Mind DeepResearch Technical Report
MindDR Team, Li Auto Inc
2026-04-20
Summary
This paper introduces MindDR, a new system designed to perform complex research tasks using artificial intelligence. It's built around multiple AI 'agents' working together and achieves impressive results even with relatively smaller AI models compared to other systems.
What's the problem?
Performing in-depth research online requires a system that can plan, search effectively, and then summarize the findings in a clear report. Existing AI systems often need to be incredibly large and computationally expensive to do this well, and evaluating their performance is tricky because simple metrics don't capture the full picture of good research.
What's the solution?
The researchers created MindDR, which uses three specialized AI agents: one for planning the research, one for actually searching the internet for information, and one for writing a final report. These agents are trained in stages, starting with basic instruction following and then improving through a process of trial and error with rewards for good performance. They also created a new benchmark called MindDR Bench, using real user queries and a detailed scoring system to better assess research quality.
Why it matters?
MindDR is important because it shows that powerful research AI doesn't *always* require massive AI models.

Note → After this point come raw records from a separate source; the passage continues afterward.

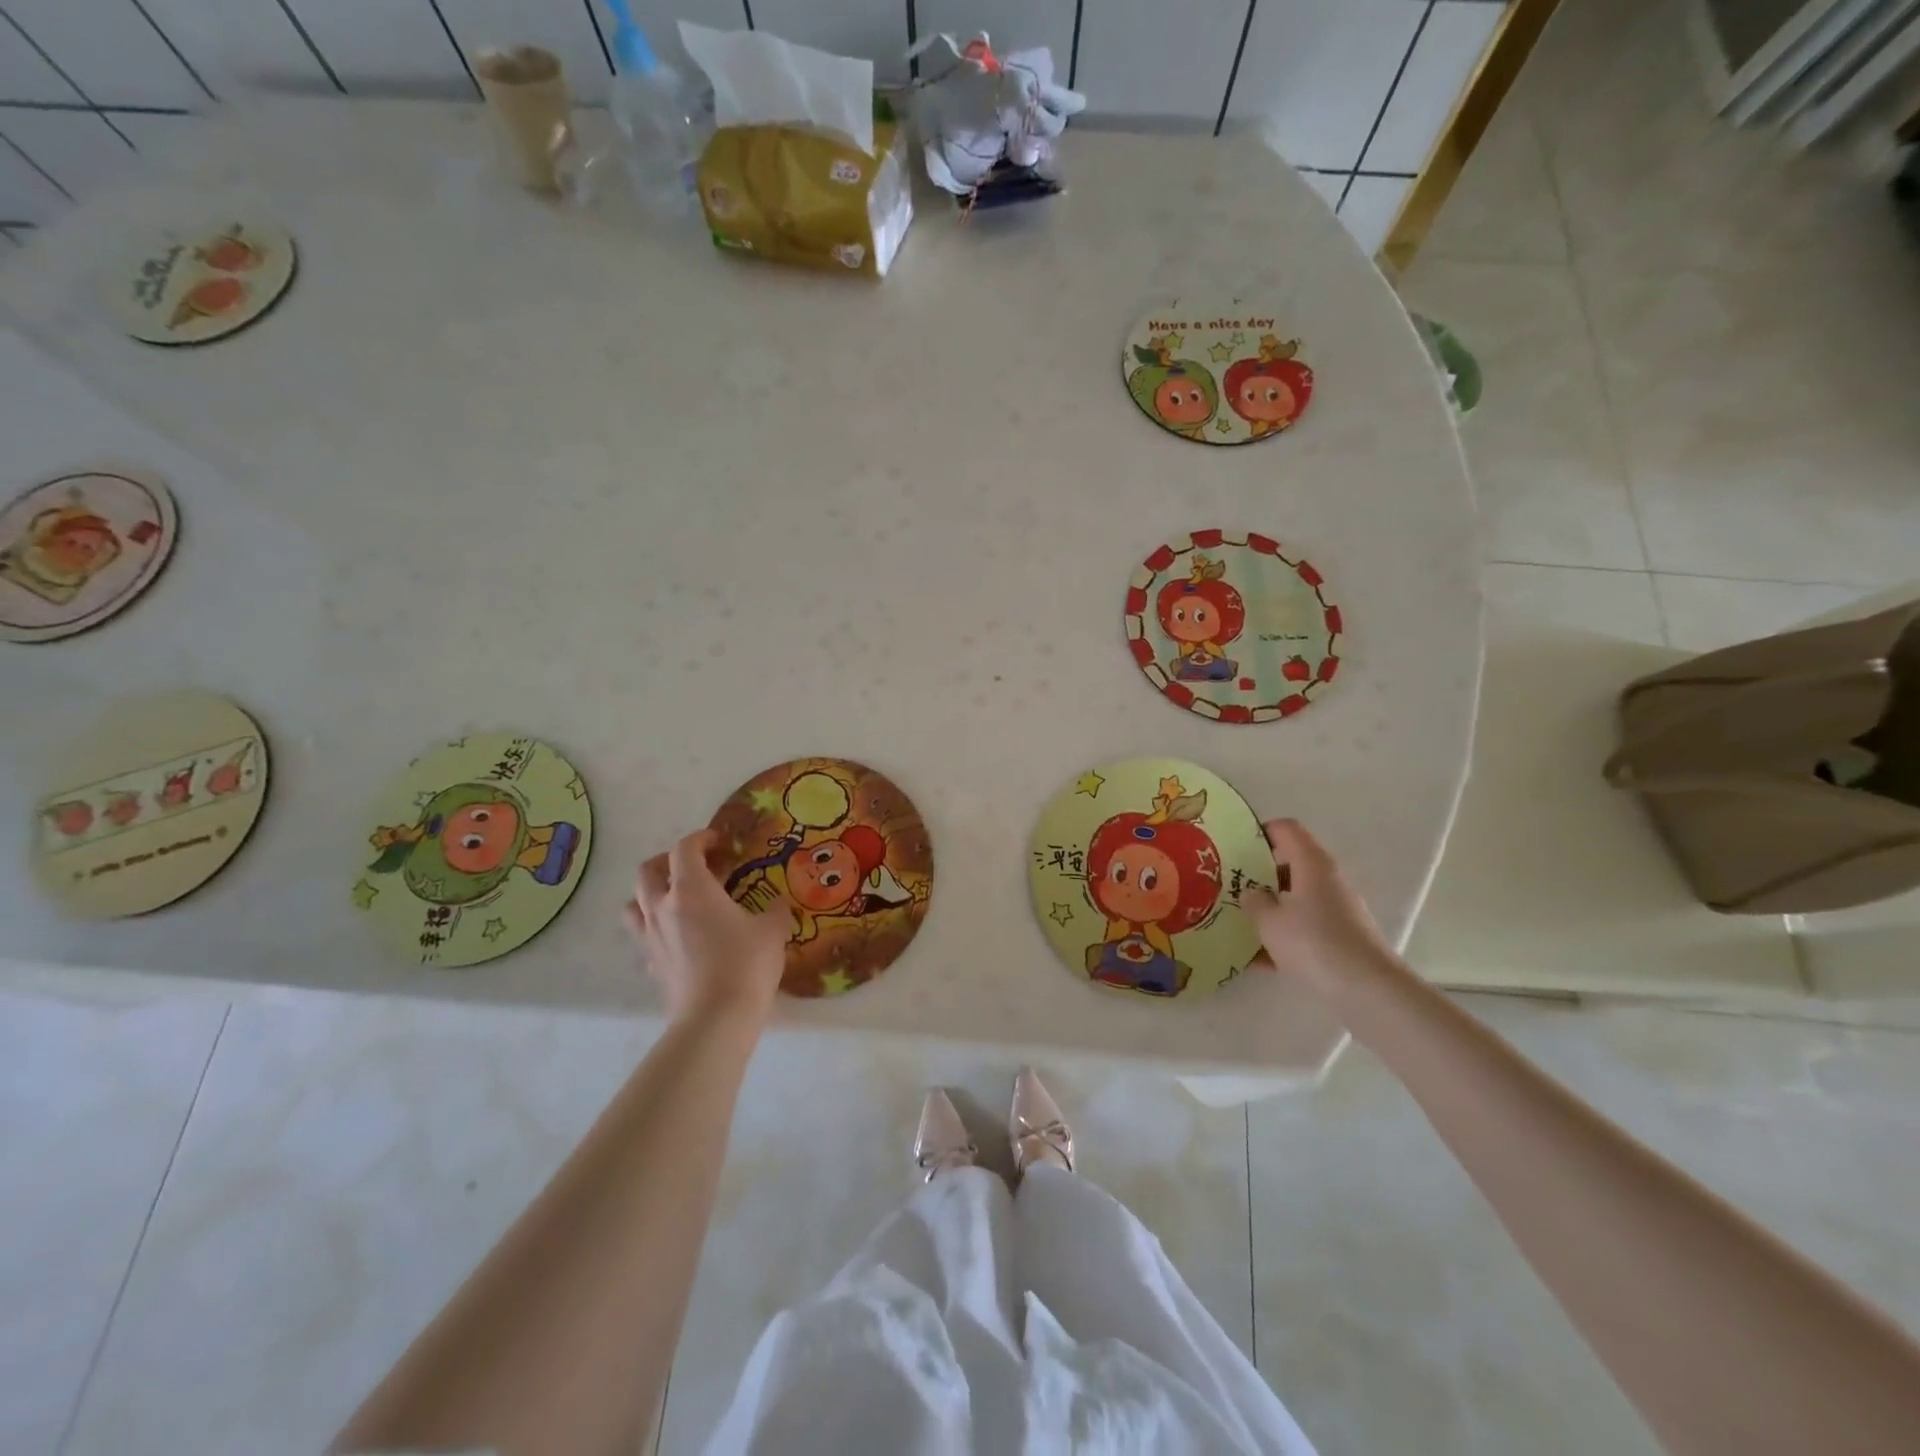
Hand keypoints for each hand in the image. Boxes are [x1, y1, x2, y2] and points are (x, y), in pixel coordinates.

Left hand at [624, 829, 792, 1024]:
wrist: (716, 1019)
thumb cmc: (746, 964)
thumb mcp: (773, 929)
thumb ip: (775, 909)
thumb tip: (778, 903)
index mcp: (691, 889)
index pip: (684, 849)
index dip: (701, 839)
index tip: (718, 841)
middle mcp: (662, 907)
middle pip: (648, 871)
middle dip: (668, 861)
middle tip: (694, 867)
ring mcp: (651, 938)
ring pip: (634, 904)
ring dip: (651, 894)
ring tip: (676, 900)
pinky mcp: (650, 965)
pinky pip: (644, 936)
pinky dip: (657, 928)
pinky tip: (680, 938)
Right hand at [1245, 819, 1397, 989]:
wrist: (1368, 990)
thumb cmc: (1314, 942)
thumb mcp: (1269, 921)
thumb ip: (1254, 901)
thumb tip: (1251, 893)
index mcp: (1311, 863)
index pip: (1285, 829)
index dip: (1259, 832)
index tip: (1234, 847)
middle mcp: (1327, 879)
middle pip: (1290, 863)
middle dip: (1259, 873)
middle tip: (1230, 884)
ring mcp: (1337, 908)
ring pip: (1296, 897)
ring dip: (1270, 905)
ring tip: (1239, 919)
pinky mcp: (1341, 936)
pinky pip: (1305, 926)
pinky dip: (1283, 934)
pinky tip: (1257, 958)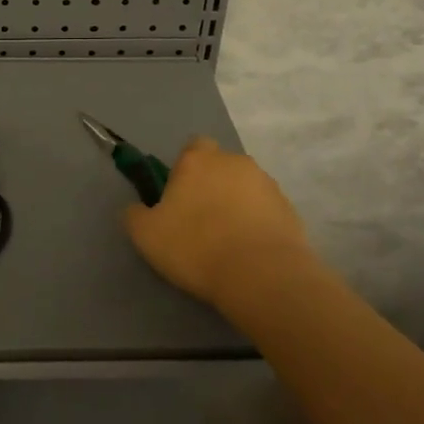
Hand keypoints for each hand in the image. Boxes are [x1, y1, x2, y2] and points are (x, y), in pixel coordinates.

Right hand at [124, 137, 314, 308]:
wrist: (261, 276)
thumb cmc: (196, 247)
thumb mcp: (145, 235)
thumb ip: (135, 214)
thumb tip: (137, 208)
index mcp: (198, 159)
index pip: (192, 147)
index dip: (185, 170)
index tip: (179, 198)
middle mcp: (234, 161)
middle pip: (219, 167)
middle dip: (212, 187)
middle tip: (200, 222)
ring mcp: (266, 183)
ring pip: (244, 188)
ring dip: (236, 205)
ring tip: (228, 242)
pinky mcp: (289, 209)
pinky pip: (266, 210)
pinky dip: (257, 224)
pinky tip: (250, 251)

By cleverly designing the system and training process, they achieved results comparable to much larger systems. This makes advanced research AI more accessible and practical, and its deployment in a real-world product at Li Auto demonstrates its usefulness.
Abstract
We present Mind DeepResearch (MindDR), an efficient multi-agent deep research framework that achieves leading performance with only ~30B-parameter models through a meticulously designed data synthesis and multi-stage training pipeline. The core innovation of MindDR lies in a collaborative three-agent architecture (Planning Agent, DeepSearch Agent, and Report Agent) and a four-stage agent-specialized training pipeline comprising SFT cold-start, Search-RL, Report-RL and preference alignment. With this regime, MindDR demonstrates competitive performance even with ~30B-scale models. Specifically, MindDR achieves 45.7% on BrowseComp-ZH, 42.8% on BrowseComp, 46.5% on WideSearch, 75.0% on xbench-DS, and 52.5 on DeepResearch Bench, outperforming comparable-scale open-source agent systems and rivaling larger-scale models. MindDR has been deployed as an online product in Li Auto. Furthermore, we introduce MindDR Bench, a curated benchmark of 500 real-world Chinese queries from our internal product user interactions, evaluated through a comprehensive multi-dimensional rubric system rather than relying on a single RACE metric. On MindDR Bench, MindDR achieves a state-of-the-art score of 51.8.